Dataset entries
*-*-*

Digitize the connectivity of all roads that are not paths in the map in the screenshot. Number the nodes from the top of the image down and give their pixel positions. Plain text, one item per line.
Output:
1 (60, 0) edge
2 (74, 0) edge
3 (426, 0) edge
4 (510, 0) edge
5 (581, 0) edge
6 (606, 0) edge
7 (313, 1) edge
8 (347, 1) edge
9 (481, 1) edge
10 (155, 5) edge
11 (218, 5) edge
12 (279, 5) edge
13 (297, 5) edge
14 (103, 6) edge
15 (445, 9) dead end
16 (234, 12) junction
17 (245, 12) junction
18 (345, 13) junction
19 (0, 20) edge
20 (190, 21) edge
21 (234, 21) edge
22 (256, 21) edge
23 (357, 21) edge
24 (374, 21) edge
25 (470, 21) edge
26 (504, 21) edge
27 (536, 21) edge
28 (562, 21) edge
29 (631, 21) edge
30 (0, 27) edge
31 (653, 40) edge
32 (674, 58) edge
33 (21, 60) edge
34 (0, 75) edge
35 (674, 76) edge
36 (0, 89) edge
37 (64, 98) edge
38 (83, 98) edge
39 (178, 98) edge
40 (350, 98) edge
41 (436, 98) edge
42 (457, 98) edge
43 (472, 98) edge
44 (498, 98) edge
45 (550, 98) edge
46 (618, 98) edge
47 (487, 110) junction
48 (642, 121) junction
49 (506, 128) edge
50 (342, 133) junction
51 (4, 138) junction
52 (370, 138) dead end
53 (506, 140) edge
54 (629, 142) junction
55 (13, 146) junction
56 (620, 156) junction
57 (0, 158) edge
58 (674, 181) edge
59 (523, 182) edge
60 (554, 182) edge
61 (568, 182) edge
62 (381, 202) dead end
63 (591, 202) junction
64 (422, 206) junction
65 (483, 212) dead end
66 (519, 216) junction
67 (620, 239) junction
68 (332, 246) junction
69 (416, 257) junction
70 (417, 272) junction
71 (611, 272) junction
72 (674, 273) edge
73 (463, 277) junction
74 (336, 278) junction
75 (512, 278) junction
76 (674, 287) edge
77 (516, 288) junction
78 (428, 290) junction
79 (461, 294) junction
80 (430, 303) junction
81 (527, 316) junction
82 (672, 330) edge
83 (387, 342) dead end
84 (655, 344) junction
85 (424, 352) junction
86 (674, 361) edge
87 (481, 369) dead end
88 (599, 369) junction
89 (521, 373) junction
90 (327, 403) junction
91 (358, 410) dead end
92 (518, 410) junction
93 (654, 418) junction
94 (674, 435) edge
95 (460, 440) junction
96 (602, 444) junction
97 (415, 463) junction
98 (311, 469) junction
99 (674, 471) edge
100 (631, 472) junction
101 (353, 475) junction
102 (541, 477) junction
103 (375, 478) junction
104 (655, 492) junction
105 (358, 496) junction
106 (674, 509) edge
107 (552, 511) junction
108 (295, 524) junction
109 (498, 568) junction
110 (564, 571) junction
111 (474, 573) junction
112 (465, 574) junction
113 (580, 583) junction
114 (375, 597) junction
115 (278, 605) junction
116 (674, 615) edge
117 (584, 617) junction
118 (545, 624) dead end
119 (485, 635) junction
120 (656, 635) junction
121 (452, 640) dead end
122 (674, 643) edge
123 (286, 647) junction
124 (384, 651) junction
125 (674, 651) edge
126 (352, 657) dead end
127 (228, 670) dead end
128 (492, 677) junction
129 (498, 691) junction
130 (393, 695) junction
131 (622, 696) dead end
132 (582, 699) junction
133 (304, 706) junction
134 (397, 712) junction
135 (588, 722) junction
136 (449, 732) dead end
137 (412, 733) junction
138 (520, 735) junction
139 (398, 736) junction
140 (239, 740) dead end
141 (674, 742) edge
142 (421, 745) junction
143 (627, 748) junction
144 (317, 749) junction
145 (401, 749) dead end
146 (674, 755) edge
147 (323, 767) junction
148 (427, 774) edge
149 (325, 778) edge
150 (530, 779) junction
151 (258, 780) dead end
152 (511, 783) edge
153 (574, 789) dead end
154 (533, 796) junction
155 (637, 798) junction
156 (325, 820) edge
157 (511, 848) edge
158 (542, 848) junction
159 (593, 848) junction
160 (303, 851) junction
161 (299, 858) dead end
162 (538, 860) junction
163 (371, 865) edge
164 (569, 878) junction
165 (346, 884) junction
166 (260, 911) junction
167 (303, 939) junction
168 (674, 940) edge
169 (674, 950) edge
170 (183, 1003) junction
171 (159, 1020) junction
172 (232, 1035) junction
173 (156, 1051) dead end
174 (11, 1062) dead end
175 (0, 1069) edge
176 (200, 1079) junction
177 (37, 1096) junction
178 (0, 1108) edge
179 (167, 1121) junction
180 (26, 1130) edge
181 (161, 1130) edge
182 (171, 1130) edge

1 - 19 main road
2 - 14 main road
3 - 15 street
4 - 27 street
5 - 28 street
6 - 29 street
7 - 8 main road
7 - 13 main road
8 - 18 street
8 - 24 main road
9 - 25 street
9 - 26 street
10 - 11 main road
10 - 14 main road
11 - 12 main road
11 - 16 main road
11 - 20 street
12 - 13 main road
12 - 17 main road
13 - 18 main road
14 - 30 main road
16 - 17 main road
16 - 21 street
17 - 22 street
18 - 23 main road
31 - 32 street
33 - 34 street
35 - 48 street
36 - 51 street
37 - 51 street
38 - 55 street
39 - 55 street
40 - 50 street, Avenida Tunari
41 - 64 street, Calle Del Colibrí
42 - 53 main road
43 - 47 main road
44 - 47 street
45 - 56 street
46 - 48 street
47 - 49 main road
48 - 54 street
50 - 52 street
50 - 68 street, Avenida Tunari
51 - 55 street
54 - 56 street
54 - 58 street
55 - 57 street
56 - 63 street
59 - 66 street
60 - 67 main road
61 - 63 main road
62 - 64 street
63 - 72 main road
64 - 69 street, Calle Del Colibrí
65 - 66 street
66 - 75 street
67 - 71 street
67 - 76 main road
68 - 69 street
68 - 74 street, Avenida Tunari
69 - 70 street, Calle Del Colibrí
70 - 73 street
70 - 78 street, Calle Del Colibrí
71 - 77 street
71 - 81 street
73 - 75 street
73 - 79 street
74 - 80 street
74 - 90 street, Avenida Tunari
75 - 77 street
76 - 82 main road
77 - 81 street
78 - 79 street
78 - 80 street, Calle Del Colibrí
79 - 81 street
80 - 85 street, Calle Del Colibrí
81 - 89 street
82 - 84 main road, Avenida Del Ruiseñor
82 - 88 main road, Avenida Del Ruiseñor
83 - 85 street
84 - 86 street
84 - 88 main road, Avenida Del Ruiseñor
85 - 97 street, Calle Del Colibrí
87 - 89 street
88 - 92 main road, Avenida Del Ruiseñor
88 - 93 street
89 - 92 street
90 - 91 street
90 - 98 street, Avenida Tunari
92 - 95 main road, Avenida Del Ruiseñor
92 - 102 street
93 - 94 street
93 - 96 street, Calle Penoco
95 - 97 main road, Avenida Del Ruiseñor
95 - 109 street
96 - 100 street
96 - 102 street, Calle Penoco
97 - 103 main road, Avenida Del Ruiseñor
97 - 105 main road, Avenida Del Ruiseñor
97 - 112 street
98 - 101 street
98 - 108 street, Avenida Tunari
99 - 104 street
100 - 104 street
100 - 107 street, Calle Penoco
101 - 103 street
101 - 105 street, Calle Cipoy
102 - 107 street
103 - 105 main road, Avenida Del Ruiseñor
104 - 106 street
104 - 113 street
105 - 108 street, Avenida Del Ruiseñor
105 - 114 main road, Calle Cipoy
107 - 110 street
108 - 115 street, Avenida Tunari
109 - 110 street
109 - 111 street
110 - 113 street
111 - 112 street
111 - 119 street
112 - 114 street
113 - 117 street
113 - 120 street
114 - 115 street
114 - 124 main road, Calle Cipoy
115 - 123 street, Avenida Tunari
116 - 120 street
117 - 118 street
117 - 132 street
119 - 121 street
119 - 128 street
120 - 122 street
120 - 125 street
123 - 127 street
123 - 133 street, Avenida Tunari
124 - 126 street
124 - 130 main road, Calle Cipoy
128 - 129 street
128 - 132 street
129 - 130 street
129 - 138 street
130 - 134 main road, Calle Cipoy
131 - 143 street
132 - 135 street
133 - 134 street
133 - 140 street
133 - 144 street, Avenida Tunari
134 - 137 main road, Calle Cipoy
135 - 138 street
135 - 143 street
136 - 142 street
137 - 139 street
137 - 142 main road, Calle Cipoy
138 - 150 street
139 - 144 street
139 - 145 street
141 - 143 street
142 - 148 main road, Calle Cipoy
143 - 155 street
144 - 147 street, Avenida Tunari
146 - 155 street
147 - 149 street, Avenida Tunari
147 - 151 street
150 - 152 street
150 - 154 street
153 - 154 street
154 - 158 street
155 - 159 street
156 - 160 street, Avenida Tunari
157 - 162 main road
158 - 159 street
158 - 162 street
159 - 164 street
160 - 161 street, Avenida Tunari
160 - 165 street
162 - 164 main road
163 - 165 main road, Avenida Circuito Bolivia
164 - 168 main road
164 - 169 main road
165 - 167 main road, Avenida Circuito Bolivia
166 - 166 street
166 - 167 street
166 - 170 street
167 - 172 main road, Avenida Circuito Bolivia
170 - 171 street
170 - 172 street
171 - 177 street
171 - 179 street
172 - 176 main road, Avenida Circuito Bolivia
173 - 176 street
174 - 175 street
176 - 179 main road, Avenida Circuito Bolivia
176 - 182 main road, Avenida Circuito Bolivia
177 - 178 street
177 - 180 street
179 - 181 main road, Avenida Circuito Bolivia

*-*-*

• _Work to complete_
Check each line of the data for "Cipoy". Copy the lines where it turns up.

• _Exercise answer_
101 - 105 street, Calle Cipoy
105 - 114 main road, Calle Cipoy
114 - 124 main road, Calle Cipoy
124 - 130 main road, Calle Cipoy
130 - 134 main road, Calle Cipoy
134 - 137 main road, Calle Cipoy
137 - 142 main road, Calle Cipoy
142 - 148 main road, Calle Cipoy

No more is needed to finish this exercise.